→ **ABOUT THIS TASK**
Using the data below, show every line where the word "paths" occurs.

─── DATASET CONTENT ───

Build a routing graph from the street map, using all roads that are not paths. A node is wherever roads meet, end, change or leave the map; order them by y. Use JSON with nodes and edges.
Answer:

───
─── DATASET CONTENT ───

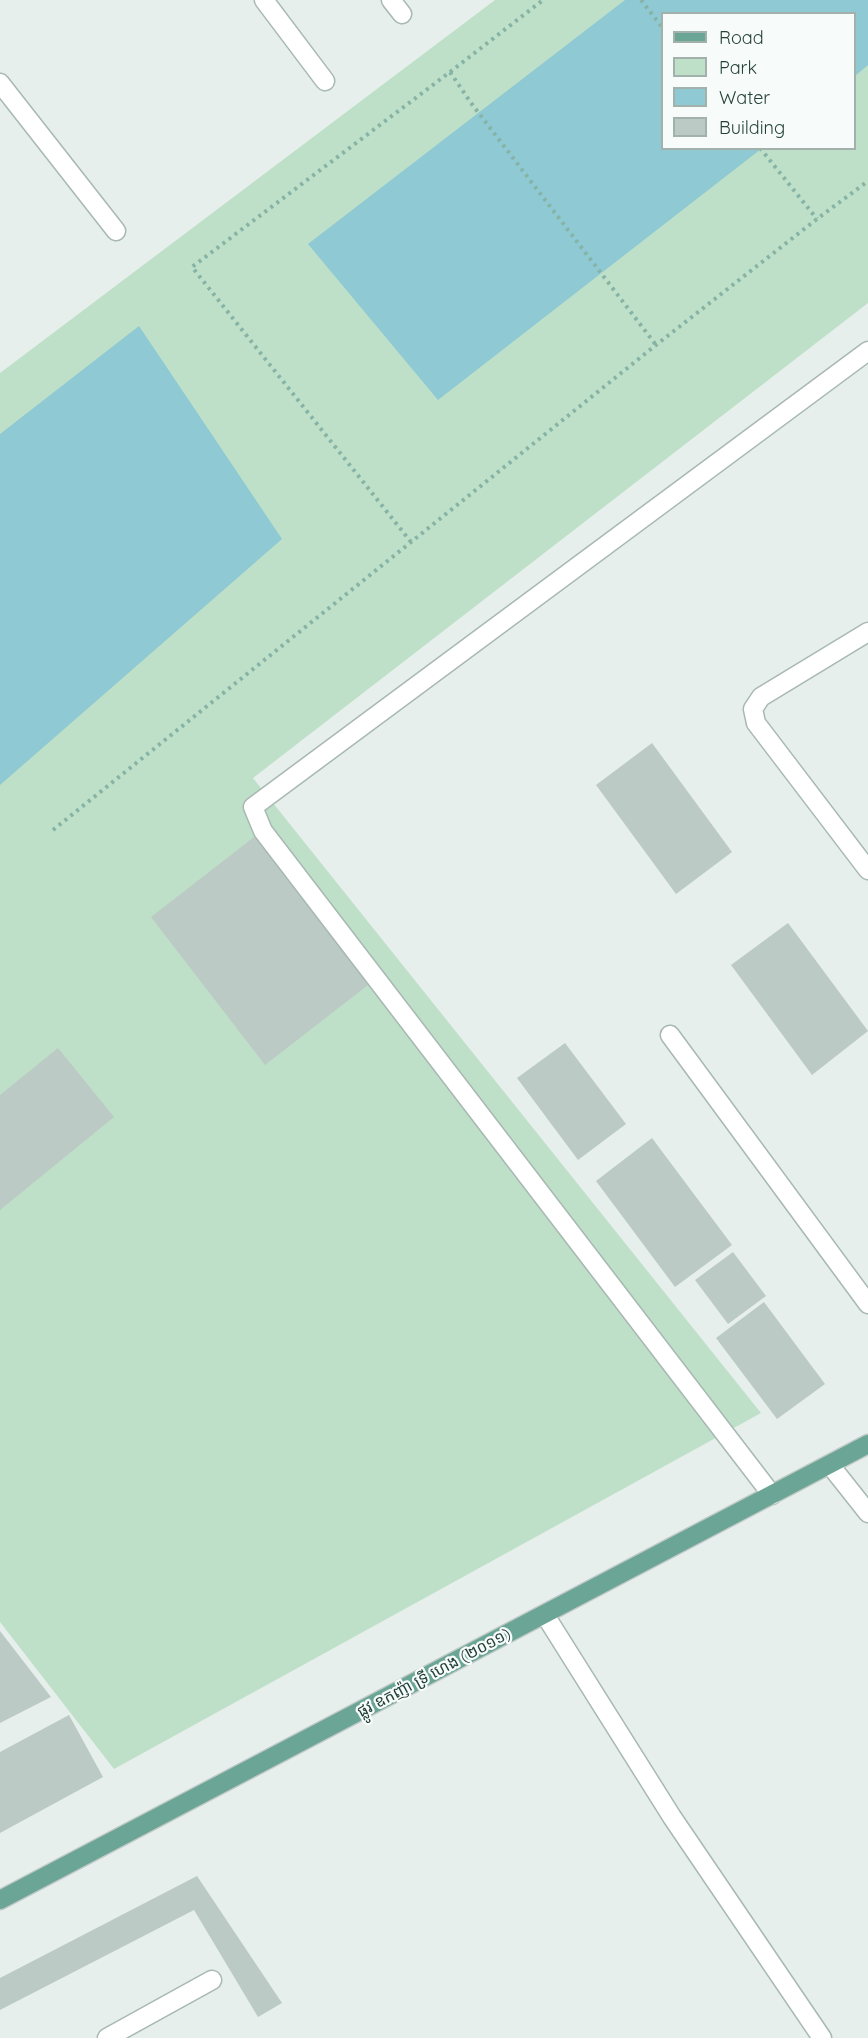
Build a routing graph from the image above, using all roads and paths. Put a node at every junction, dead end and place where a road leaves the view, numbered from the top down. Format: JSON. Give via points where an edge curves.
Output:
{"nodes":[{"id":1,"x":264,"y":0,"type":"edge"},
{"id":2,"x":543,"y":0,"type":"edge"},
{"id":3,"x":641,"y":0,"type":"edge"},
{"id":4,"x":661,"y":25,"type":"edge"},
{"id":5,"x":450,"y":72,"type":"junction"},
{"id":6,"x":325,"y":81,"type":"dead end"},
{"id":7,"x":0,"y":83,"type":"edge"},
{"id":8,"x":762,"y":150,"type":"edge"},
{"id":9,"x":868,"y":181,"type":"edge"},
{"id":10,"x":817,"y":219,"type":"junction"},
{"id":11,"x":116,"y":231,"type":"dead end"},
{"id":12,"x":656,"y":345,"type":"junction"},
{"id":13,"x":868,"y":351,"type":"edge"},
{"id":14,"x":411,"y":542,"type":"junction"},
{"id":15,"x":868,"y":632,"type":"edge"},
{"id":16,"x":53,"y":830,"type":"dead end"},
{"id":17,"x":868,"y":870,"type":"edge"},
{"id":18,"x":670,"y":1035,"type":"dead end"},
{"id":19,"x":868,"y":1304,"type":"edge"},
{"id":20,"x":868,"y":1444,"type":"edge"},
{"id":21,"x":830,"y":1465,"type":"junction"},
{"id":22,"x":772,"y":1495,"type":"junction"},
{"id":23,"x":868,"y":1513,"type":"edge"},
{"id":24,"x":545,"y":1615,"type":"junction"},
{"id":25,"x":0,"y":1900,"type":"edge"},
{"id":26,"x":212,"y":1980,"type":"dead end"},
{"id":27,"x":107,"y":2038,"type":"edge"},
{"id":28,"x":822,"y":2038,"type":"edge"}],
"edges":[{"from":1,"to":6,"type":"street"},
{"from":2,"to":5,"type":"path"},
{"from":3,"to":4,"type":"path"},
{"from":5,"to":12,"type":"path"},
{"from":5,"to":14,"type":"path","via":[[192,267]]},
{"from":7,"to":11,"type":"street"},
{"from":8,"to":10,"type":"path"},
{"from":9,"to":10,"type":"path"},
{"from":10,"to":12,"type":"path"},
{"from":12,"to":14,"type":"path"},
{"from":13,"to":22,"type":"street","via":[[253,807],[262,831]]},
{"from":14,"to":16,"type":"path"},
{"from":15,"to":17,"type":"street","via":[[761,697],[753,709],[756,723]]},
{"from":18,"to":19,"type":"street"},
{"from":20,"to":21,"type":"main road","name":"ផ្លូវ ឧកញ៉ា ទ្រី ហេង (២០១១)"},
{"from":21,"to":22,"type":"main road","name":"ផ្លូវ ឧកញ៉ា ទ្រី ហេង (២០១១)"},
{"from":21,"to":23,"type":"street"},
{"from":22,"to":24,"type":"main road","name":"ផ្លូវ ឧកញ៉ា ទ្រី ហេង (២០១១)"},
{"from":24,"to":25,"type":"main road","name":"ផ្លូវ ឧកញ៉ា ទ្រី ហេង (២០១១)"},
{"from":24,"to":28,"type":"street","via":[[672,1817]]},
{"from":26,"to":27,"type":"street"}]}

───

→ **ANSWER TO THE PROBLEM**
Build a routing graph from the street map, using all roads that are not paths. A node is wherever roads meet, end, change or leave the map; order them by y. Use JSON with nodes and edges.
Build a routing graph from the image above, using all roads and paths. Put a node at every junction, dead end and place where a road leaves the view, numbered from the top down. Format: JSON. Give via points where an edge curves.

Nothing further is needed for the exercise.